-------- Given data --------

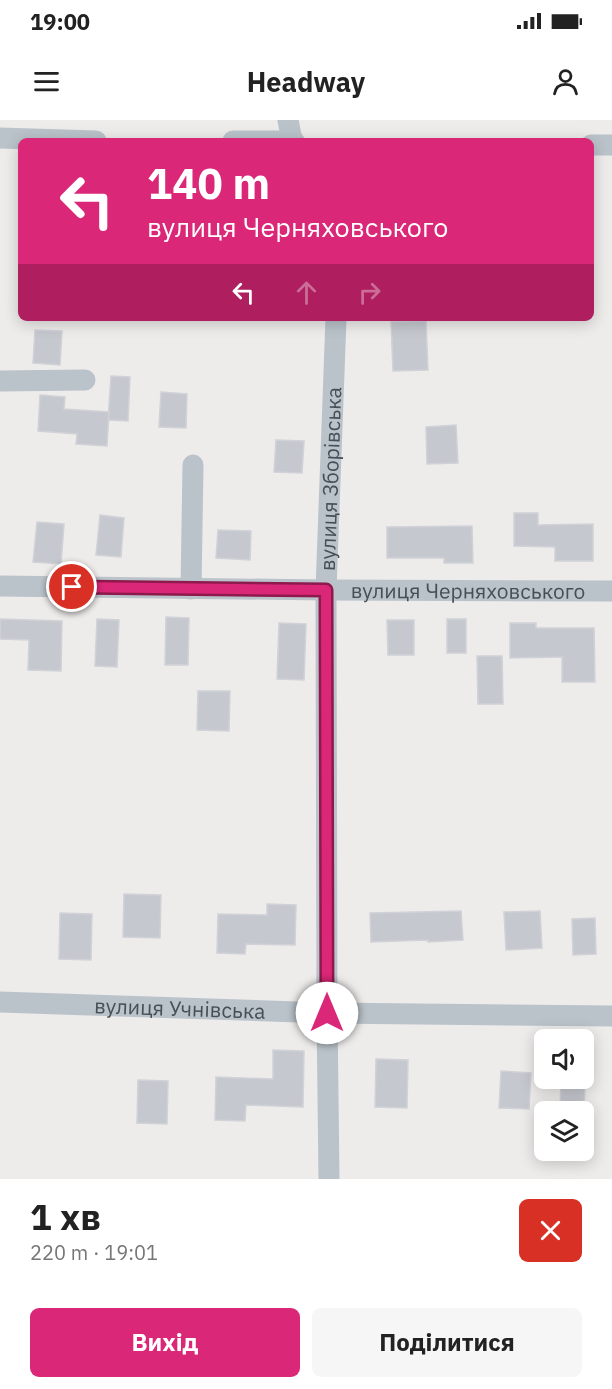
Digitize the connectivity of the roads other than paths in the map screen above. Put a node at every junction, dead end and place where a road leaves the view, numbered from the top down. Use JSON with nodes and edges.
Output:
{"nodes":[{"id":1,"x":288,"y":120,"type":"edge"},
{"id":2,"x":0,"y":138,"type":"edge"},
{"id":3,"x":292,"y":138,"type":"edge"},
{"id":4,"x":18,"y":139,"type":"edge"},
{"id":5,"x":594,"y":145,"type":"edge"},
{"id":6,"x":612,"y":145,"type":"edge"},
{"id":7,"x":336,"y":321,"type":"edge"},
{"id":8,"x":85,"y":380,"type":"dead end"},
{"id":9,"x":0,"y":381,"type":"edge"},
{"id":10,"x":193,"y":465,"type":"dead end"},
{"id":11,"x":0,"y":586,"type":"edge"},
{"id":12,"x":191,"y":589,"type":"junction"},
{"id":13,"x":326,"y":590,"type":"junction"},
{"id":14,"x":612,"y":591,"type":"edge"},
{"id":15,"x":0,"y":1002,"type":"edge"},
{"id":16,"x":327,"y":1013,"type":"junction"},
{"id":17,"x":612,"y":1016,"type":"edge"},
{"id":18,"x":329,"y":1179,"type":"edge"}],
"edges":[{"from":1,"to":3,"type":"street"},
{"from":2,"to":4,"type":"street"},
{"from":5,"to":6,"type":"street"},
{"from":7,"to":13,"type":"street","name":"вулиця Зборівська"},
{"from":8,"to":9,"type":"street"},
{"from":10,"to":12,"type":"street"},
{"from":11,"to":12,"type":"street","name":"вулиця Черняховського"},
{"from":12,"to":13,"type":"street","name":"вулиця Черняховського"},
{"from":13,"to":14,"type":"street","name":"вулиця Черняховського"},
{"from":13,"to":16,"type":"street","name":"вулиця Зборівська"},
{"from":15,"to":16,"type":"street","name":"вулиця Учнівська"},
{"from":16,"to":17,"type":"street","name":"вулиця Учнівська"},
{"from":16,"to":18,"type":"street","name":"вулиця Зборівська"}]}
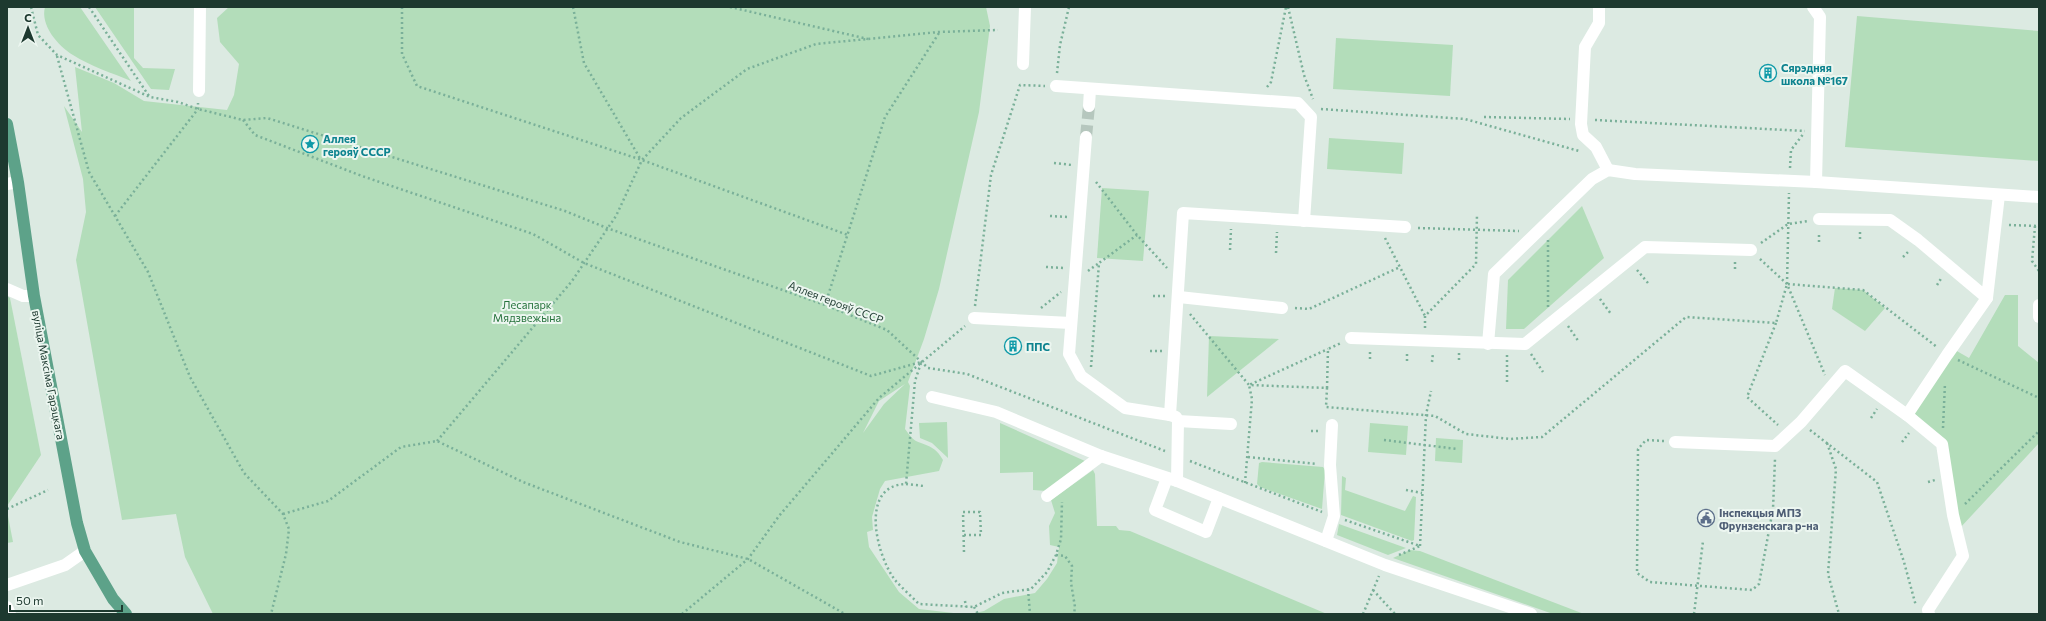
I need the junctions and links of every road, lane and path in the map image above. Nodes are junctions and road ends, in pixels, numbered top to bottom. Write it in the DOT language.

--------

Your instructions
Wherever the word "road" shows up in the material, copy the line it is on.

Answer box
Digitize the connectivity of the roads other than paths in the map screen above. Put a node at every junction, dead end and place where a road leaves the view, numbered from the top down. Use JSON with nodes and edges.
I need the junctions and links of every road, lane and path in the map image above. Nodes are junctions and road ends, in pixels, numbered top to bottom. Write it in the DOT language.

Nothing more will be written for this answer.